Informed by extensive public consultation, the high cost (a regional pipeline) of exceeding carrying capacity, and a preservation of a small town atmosphere value system expressed in a community survey, a community driven vision was created that chose to respond to rather than manipulate the environment to sustain our standard of living. A population cap at the licensed limits of the Sheep River aquifer (approx. 30,000) became a key feature of Okotoks’ development path. A build-out municipal boundary for 30,000 people was established. Sustainable Okotoks rests on four pillars that guide and shape a comprehensive and holistic approach to sustainable development:
1. Environmental Stewardship
2. Economic Opportunity
3. Social Conscience
4. Fiscal Responsibility
The pillars work together to nurture what Okotokians have expressed desire for – a town that is safe and secure, maintains small town atmosphere, preserves and protects a pristine river valley, provides housing choices, employment opportunities and quality schooling, and caters to all ages and cultures.
A comprehensive set of targets and initiatives were defined to ensure that our build-out population would be reached in an environmentally, economically, socially, and fiscally responsible way. Since 1998, more than 100 sustainability initiatives have been undertaken.

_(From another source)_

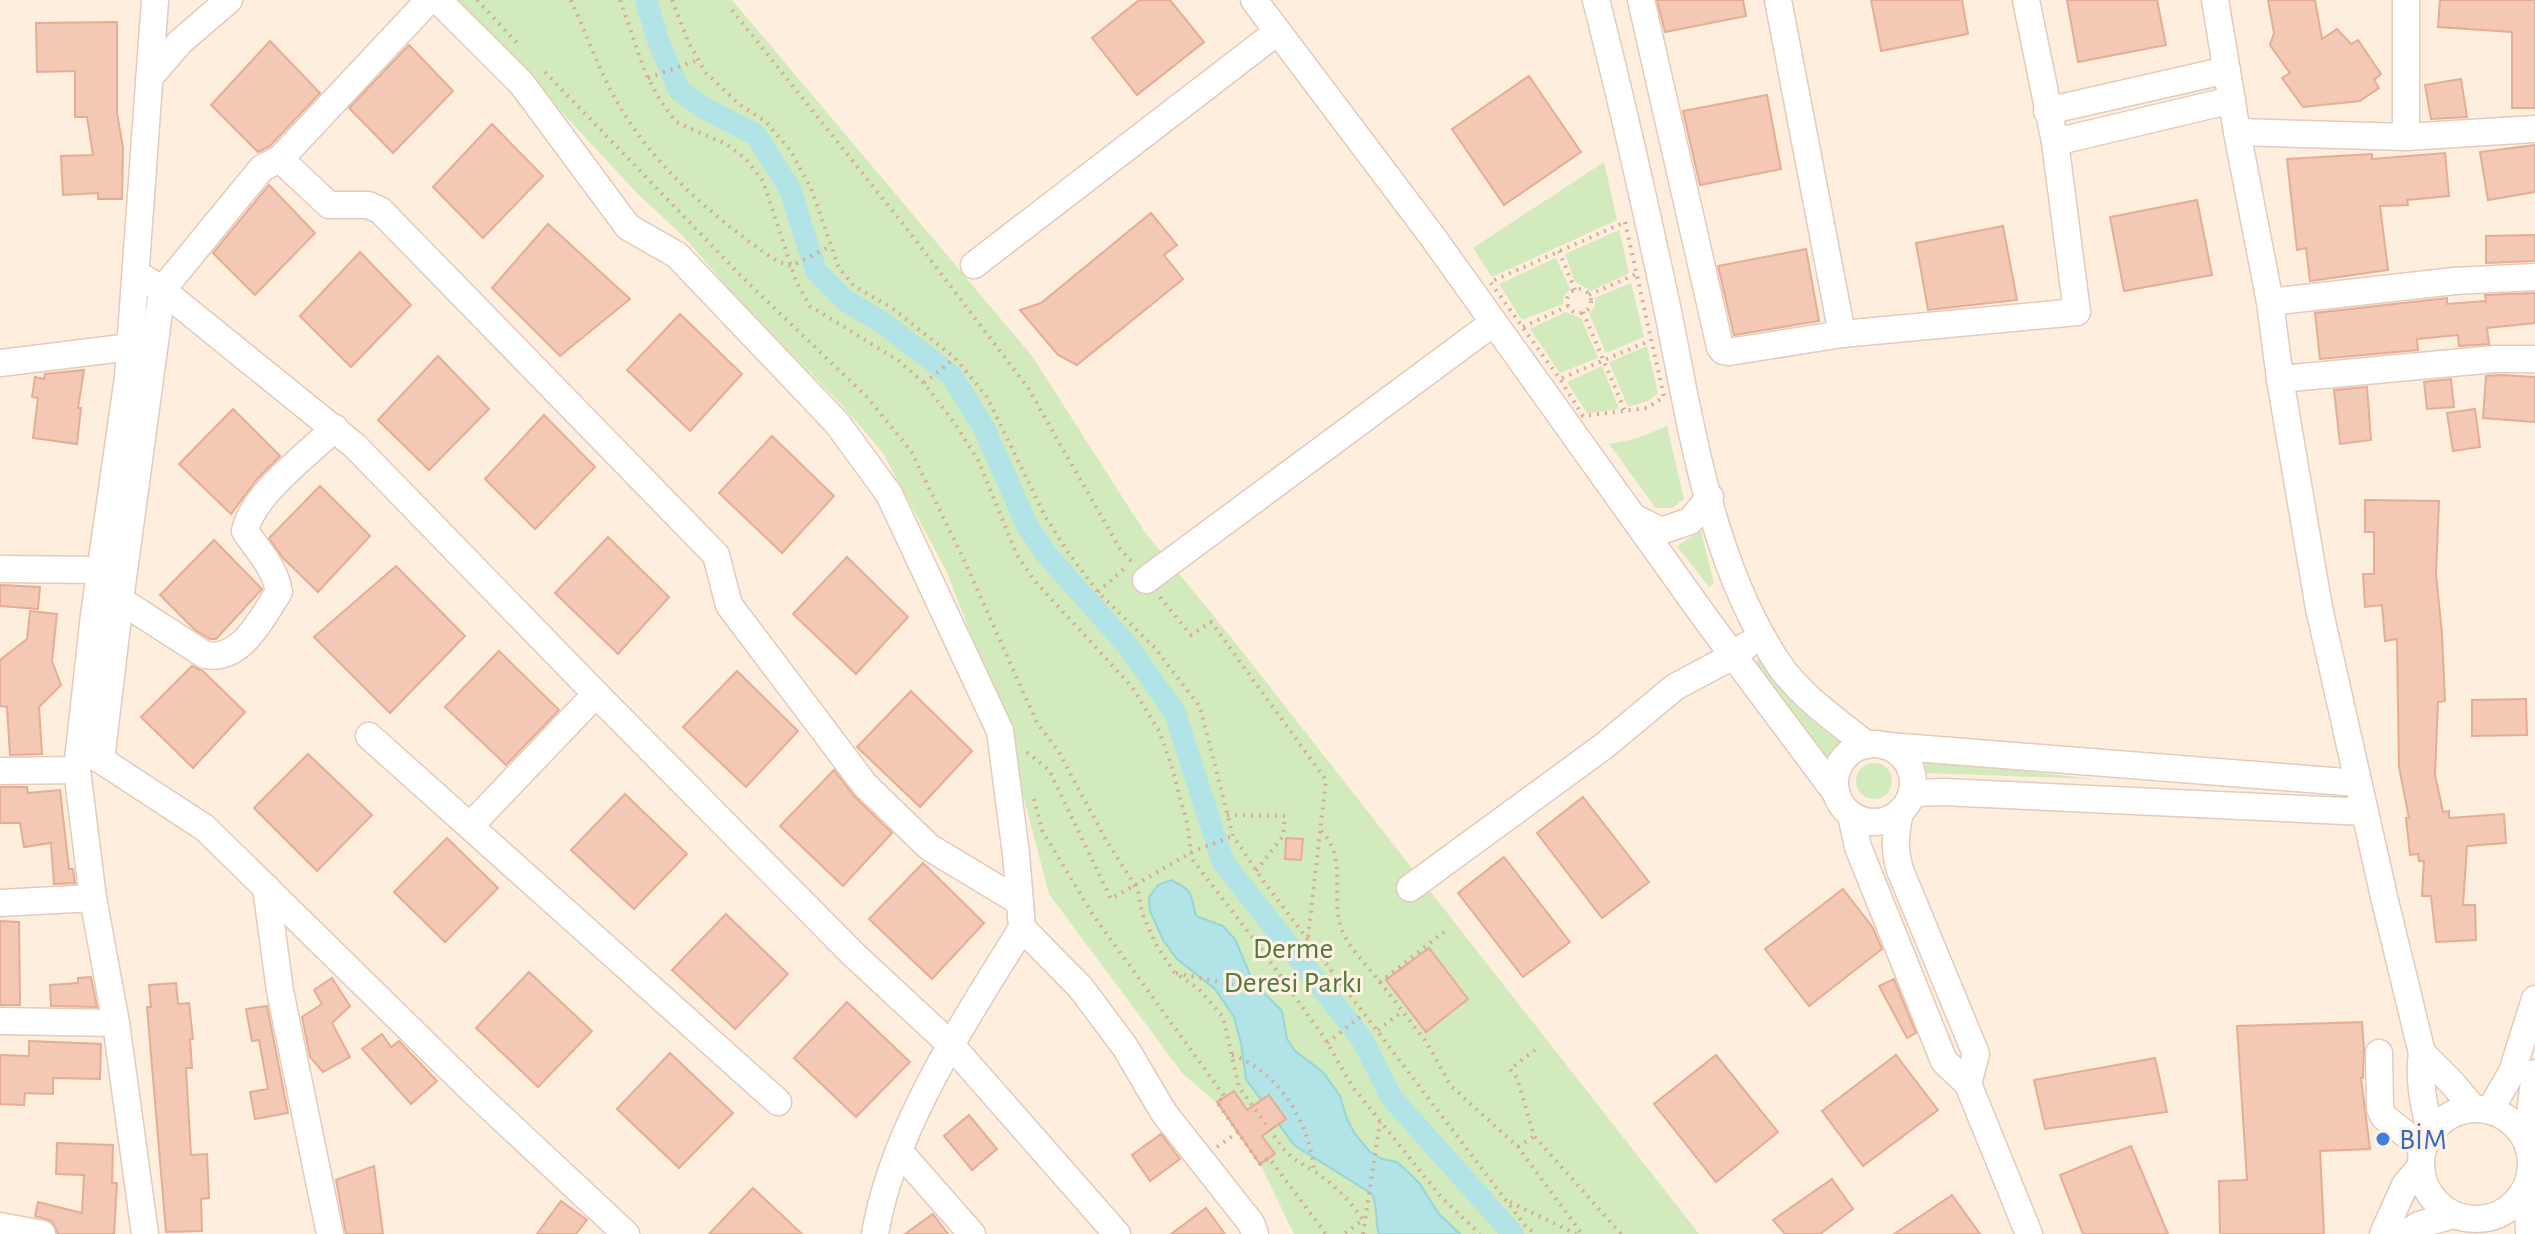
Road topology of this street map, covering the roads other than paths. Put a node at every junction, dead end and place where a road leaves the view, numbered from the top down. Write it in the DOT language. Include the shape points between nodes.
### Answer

The road Okotoks chose to travel was pragmatic, unique, and daring – and about much more than just a population cap. Today, whether it’s a more balanced tax base, broader housing choice, a composting sewage treatment plant, a reduction in water use, or the Drake Landing Solar Community, we can all be proud of our collective accomplishment: becoming ‘better’ not just ‘bigger’. Along the way, be it through several awards, acknowledgment by the Prime Minister, or the featuring of our community on CBC National, the sustainability torch we have carried with ambition and purpose has become a guidepost for others to follow.